Data for analysis below:

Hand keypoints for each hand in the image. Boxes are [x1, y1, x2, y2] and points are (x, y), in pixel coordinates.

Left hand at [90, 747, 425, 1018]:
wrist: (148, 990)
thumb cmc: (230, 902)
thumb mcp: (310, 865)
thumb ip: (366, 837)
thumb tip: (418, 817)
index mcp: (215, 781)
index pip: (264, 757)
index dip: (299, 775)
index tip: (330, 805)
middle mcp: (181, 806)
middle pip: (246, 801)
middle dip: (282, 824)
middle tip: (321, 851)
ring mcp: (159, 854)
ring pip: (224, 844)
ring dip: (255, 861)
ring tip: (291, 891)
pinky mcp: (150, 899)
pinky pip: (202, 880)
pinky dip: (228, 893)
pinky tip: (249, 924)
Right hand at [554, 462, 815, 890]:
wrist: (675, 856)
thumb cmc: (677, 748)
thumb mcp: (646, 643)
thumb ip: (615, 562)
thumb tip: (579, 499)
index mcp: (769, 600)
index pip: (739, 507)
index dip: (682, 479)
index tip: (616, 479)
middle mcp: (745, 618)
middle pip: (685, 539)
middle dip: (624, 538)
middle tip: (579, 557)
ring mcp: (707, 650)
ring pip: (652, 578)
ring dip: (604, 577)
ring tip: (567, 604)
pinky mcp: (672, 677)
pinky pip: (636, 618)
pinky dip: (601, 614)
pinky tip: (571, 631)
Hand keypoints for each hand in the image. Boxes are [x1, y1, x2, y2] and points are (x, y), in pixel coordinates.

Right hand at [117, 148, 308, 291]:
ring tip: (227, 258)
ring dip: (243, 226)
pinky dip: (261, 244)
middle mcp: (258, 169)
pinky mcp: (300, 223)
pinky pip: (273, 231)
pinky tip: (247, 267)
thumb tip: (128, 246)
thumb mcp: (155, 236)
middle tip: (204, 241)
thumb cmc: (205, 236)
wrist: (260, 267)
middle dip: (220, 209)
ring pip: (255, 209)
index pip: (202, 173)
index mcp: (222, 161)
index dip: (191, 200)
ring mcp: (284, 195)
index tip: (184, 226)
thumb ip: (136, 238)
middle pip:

End of Data for analysis.

▸ Task objective:
The line containing "middle dip: (624, 538)" marks the start; retype it and each line after it through the end of the records above, exactly.

▸ Answer below:
middle dip: (624, 538)
middle tip: (579, 557)
ring mcp: (707, 650)
ring pip: (652, 578)
ring dip: (604, 577)
ring tip: (567, 604)
pinky mcp: (672, 677)
pinky pip: (636, 618)
pinky dip: (601, 614)
pinky tip: (571, 631)
Hand keypoints for each hand in the image. Boxes are [x1, y1, x2, y2] and points are (x, y), in pixel coordinates.

Right hand at [117, 148, 308, 291]:
ring tip: (227, 258)
ring dip: (243, 226)
pinky dip: (261, 244)
middle mcp: (258, 169)
pinky mcp: (300, 223)
pinky pip: (273, 231)
pinky tip: (247, 267)
thumb tip: (128, 246)
thumb mcp: (155, 236)
middle tip: (204, 241)
thumb cmc: (205, 236)
wrist: (260, 267)
middle dip: (220, 209)
ring pip: (255, 209)
index pip: (202, 173)
index mcp: (222, 161)
index dip: (191, 200)
ring mcp: (284, 195)
index tip: (184, 226)
thumb ip: (136, 238)
middle pip:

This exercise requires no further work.